-- Data for this task follows --
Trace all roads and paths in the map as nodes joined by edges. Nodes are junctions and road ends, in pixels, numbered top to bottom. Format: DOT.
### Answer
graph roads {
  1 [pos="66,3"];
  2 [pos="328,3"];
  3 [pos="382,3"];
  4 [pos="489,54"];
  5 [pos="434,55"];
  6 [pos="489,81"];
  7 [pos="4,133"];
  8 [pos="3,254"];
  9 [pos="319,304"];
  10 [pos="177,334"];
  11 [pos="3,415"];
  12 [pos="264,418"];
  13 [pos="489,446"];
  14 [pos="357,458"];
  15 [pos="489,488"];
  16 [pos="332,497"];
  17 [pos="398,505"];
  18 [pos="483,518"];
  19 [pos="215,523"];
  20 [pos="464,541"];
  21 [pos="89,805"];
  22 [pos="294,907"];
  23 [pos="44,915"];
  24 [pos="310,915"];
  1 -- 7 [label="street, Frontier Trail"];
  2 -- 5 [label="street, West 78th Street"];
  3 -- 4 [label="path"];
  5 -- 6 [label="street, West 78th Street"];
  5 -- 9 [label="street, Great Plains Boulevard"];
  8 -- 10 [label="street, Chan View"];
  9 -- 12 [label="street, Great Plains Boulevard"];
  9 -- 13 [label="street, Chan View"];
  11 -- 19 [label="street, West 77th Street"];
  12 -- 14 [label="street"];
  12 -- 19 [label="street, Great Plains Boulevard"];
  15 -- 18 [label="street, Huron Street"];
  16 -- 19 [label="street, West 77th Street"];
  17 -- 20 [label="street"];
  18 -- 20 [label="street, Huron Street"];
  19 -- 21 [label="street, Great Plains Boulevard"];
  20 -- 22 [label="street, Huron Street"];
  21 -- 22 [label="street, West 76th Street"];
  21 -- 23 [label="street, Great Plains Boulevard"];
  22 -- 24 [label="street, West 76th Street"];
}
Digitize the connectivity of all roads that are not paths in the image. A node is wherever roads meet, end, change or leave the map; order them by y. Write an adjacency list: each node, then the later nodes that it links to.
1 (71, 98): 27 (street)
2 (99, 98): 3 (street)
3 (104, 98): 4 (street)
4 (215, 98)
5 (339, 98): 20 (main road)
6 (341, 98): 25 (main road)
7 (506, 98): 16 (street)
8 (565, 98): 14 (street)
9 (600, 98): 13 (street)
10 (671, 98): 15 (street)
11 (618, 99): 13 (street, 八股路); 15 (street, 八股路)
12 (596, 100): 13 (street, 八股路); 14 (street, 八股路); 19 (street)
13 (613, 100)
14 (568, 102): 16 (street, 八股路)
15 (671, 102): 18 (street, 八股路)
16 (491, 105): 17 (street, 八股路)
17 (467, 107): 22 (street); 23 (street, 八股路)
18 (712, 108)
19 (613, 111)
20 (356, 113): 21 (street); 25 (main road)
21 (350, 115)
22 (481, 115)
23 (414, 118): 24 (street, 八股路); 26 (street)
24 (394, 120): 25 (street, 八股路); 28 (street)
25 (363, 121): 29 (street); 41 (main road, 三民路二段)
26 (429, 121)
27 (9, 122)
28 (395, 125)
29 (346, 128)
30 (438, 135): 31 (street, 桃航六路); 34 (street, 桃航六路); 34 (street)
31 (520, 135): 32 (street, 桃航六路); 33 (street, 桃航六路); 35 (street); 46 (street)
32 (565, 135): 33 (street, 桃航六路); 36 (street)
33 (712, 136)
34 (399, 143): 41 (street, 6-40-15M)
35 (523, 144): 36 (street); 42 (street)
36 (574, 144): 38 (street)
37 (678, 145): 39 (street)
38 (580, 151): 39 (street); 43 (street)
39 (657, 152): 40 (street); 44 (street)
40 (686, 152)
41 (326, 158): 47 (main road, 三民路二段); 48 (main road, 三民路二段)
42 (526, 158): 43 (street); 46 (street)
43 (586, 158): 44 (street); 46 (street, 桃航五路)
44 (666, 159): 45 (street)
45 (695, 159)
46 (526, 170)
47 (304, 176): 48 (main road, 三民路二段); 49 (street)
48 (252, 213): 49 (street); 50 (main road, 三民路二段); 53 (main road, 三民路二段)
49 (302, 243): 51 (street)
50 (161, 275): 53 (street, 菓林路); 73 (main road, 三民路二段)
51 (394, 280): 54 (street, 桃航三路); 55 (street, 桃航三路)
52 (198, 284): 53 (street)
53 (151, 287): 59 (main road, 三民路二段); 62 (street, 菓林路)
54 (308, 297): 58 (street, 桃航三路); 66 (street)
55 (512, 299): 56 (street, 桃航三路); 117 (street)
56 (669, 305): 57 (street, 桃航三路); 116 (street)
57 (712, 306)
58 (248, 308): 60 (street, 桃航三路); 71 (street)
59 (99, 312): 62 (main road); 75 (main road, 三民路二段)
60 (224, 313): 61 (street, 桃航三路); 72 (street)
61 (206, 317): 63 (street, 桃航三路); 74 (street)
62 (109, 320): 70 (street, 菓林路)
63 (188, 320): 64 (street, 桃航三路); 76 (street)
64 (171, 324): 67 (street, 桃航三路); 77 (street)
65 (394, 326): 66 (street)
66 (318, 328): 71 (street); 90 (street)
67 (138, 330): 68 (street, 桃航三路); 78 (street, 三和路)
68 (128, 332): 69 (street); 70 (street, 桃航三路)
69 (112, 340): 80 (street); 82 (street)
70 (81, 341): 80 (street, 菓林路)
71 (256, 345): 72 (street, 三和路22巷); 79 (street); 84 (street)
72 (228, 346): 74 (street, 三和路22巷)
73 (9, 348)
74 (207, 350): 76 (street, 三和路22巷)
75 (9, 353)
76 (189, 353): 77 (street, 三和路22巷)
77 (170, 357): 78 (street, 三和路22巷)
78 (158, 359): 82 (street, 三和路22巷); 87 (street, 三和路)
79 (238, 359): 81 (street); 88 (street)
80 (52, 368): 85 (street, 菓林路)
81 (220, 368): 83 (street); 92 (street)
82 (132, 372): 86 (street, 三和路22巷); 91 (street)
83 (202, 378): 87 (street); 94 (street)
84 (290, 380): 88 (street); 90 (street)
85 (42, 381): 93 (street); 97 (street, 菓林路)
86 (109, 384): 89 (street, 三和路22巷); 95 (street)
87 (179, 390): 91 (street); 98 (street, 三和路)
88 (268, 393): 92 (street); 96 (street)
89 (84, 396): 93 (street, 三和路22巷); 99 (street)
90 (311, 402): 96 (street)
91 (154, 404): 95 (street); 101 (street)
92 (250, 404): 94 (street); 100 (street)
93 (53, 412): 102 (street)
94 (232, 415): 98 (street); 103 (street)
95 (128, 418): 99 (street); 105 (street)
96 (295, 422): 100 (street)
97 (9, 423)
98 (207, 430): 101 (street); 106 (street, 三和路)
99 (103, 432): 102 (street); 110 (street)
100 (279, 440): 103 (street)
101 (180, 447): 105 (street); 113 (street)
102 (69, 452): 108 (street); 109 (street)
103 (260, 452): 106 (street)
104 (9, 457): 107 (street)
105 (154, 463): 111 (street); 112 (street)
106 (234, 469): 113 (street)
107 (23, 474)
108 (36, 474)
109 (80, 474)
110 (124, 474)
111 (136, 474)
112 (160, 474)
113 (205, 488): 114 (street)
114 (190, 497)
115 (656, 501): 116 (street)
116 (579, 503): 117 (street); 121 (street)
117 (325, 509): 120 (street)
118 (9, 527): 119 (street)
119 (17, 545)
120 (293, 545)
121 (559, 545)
-- Data for this task concluded --
• Work item: Copy, from the data above, every line where the word "Great" appears.

• Response to this task:
  5 -- 9 [label="street, Great Plains Boulevard"];
  9 -- 12 [label="street, Great Plains Boulevard"];
  12 -- 19 [label="street, Great Plains Boulevard"];
  19 -- 21 [label="street, Great Plains Boulevard"];
  21 -- 23 [label="street, Great Plains Boulevard"];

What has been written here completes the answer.